Traditionally, the meter rate is less than the flat rate. Fonda said the e-meter assist program has the homeowner continue to pay the flat rate and deduct the difference in the bill if it had been charged at the meter rate. The difference is applied to the cost of the meter and its installation. Once the meter and installation bills are paid, the homeowner then is billed according to the water meter reading.

He said there are still about 1,700 homes in Englewood on a flat-rate billing system for water. John Bock, utilities manager of administration, said a water meter to be installed inside the house costs the homeowner $251.

“If the homeowner has the pit and wants the meter installed outside, we use a smaller meter and the cost is $140,” he said. “If the city has to dig the pit, the meter and installation will cost $380.”

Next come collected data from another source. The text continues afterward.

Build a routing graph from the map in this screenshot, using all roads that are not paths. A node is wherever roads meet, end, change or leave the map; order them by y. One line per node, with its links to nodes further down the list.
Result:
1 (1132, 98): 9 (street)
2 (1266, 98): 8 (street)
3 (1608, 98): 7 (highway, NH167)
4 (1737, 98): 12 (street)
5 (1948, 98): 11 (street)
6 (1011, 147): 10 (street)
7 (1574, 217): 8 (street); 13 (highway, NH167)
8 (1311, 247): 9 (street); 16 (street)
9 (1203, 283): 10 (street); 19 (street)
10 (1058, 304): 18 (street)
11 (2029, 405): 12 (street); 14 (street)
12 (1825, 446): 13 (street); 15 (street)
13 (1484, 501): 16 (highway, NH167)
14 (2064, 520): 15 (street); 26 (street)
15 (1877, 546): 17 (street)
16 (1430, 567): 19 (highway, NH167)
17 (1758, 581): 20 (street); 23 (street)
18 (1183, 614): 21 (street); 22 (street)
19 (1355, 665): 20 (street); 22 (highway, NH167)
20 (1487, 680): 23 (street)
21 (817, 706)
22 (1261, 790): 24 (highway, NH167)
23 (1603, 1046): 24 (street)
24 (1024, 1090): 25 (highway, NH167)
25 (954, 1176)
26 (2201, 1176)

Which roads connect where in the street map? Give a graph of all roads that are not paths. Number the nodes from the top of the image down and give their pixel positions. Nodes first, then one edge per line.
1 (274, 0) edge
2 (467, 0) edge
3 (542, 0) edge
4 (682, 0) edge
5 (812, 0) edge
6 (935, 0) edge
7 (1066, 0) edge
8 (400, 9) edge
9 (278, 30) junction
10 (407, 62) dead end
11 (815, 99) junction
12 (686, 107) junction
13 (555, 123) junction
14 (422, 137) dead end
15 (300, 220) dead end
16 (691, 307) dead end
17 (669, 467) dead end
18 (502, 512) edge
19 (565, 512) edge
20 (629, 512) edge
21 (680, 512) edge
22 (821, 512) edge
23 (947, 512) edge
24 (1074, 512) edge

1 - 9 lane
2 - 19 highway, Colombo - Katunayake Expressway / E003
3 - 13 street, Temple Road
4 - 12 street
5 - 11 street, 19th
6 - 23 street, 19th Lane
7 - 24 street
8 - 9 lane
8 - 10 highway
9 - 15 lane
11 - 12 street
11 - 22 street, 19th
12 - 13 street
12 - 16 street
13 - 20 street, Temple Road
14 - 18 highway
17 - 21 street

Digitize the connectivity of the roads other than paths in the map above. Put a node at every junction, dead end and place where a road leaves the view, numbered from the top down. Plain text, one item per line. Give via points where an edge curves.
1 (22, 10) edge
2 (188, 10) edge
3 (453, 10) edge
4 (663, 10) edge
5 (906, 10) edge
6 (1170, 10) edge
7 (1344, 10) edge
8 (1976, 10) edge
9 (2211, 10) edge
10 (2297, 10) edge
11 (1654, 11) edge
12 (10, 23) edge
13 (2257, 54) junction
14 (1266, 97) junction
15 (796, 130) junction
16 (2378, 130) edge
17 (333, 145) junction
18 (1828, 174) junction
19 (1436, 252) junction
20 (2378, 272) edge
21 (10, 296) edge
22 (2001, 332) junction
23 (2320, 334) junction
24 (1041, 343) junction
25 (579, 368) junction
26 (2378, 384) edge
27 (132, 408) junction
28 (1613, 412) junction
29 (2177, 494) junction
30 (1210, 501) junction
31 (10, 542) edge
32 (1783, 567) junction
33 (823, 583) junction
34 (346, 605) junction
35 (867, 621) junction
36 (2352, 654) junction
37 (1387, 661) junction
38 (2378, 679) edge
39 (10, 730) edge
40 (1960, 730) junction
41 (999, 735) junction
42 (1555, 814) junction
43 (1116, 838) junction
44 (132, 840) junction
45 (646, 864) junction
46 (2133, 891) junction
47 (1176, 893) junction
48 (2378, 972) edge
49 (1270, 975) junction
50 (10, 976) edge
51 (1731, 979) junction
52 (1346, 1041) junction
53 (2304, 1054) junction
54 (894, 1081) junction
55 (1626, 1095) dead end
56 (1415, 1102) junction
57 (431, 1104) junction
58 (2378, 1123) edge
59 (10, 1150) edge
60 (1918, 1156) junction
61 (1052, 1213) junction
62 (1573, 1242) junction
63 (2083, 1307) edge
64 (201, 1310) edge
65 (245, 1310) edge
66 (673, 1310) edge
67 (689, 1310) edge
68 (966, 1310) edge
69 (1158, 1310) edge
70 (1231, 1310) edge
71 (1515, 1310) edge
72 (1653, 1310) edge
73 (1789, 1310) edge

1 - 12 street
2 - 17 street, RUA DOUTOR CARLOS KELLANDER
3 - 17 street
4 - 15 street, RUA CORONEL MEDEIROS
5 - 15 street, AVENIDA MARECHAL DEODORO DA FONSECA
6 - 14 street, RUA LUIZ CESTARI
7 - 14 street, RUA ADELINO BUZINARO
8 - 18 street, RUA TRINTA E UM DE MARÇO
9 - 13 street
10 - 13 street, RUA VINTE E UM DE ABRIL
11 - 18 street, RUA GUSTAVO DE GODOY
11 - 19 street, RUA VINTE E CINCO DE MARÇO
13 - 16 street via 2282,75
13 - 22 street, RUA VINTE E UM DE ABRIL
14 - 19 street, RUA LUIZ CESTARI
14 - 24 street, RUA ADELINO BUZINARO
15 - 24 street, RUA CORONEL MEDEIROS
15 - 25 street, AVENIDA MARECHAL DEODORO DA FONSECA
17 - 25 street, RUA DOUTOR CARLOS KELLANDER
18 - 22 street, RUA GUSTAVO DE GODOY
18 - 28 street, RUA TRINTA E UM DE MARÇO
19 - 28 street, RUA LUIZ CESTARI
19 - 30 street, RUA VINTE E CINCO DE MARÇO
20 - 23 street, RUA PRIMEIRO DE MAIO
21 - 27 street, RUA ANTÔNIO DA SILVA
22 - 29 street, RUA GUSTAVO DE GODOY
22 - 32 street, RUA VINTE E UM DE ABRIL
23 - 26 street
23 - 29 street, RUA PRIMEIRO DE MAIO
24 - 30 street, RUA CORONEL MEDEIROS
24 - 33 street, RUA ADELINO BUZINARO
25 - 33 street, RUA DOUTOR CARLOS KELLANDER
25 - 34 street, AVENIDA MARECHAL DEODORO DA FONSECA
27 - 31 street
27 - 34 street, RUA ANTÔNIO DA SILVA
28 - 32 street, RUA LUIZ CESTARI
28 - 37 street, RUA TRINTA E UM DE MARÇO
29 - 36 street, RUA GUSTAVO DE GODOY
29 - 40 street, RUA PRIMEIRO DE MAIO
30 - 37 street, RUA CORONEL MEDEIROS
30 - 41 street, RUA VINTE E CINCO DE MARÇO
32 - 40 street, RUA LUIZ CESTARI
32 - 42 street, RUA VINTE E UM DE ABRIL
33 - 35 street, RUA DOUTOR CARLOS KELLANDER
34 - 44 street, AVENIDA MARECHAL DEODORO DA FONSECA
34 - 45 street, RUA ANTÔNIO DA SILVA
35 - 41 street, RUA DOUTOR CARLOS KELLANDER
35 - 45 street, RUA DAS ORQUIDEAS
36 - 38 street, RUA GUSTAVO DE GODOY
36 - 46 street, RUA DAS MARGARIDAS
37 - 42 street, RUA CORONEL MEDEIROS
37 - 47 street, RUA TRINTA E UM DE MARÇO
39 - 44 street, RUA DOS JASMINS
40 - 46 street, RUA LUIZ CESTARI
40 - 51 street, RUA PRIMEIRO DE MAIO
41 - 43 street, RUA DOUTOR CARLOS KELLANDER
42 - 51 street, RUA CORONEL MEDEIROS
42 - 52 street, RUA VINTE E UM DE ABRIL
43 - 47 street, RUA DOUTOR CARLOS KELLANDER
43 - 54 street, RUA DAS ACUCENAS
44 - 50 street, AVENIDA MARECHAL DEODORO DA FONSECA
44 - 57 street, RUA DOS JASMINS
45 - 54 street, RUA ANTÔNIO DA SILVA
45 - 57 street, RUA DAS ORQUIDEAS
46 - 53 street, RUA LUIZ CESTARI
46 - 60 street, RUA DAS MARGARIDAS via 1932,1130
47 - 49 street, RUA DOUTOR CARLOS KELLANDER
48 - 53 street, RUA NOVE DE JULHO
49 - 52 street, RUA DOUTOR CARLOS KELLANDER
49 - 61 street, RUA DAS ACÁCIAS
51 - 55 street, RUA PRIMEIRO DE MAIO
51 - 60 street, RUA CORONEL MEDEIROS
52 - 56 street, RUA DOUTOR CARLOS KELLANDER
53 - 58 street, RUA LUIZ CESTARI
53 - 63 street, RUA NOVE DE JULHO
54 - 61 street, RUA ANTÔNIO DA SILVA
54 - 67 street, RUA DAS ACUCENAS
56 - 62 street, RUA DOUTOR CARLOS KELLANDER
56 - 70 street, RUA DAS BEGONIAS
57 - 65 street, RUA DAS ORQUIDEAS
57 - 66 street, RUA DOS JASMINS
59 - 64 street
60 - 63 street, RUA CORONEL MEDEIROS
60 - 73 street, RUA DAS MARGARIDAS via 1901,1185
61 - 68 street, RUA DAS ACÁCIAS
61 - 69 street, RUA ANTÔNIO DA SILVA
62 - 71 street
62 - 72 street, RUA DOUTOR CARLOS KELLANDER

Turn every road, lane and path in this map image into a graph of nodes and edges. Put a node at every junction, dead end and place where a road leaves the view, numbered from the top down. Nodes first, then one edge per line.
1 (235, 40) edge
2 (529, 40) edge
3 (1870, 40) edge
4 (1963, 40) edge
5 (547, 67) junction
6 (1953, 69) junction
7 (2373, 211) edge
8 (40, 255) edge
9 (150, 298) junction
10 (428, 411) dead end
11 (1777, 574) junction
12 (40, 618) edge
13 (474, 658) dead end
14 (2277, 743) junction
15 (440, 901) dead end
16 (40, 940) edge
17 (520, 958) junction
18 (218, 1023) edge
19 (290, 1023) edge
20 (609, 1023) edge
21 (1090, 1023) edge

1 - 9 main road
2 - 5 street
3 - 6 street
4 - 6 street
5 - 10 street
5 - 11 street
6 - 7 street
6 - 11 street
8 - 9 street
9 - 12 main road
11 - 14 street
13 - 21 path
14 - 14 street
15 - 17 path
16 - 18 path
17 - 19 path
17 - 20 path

He said all meters the city installed read electronically from outside the home.

“Once the city council approves the changes to the water conservation plan and the state approves it, we will begin seeking volunteers to have meters installed,” the utility director said. “We expect to start the campaign to sign up volunteers in late spring or early summer.”

Mayor Randy Penn’s home has been on a flat rate for years and he has volunteered to be part of the city’s effort to eventually have all homes in the city on water meters.

In the 1960s, all Englewood homes were on a flat-rate billing system. Bock said it was probably at least 50 years ago when city workers talked with residents to estimate water use and set the flat rate for the water bill.

“At the time flat rates were set, many homeowners had children living with them so they used more water,” he said. “We often find that now, it is just husband and wife at the home. When we put a meter in a home like that, we find the meter bill is far less than the flat rate.”

Fonda said the city launched the effort to convert all homes to meters about 1985. At that time, there were 9,000 homes on the flat-rate billing system.

The city rules required that, when a home is sold, a water meter must be installed. Also, Englewood instituted a program that would install a water meter at the homeowner’s request.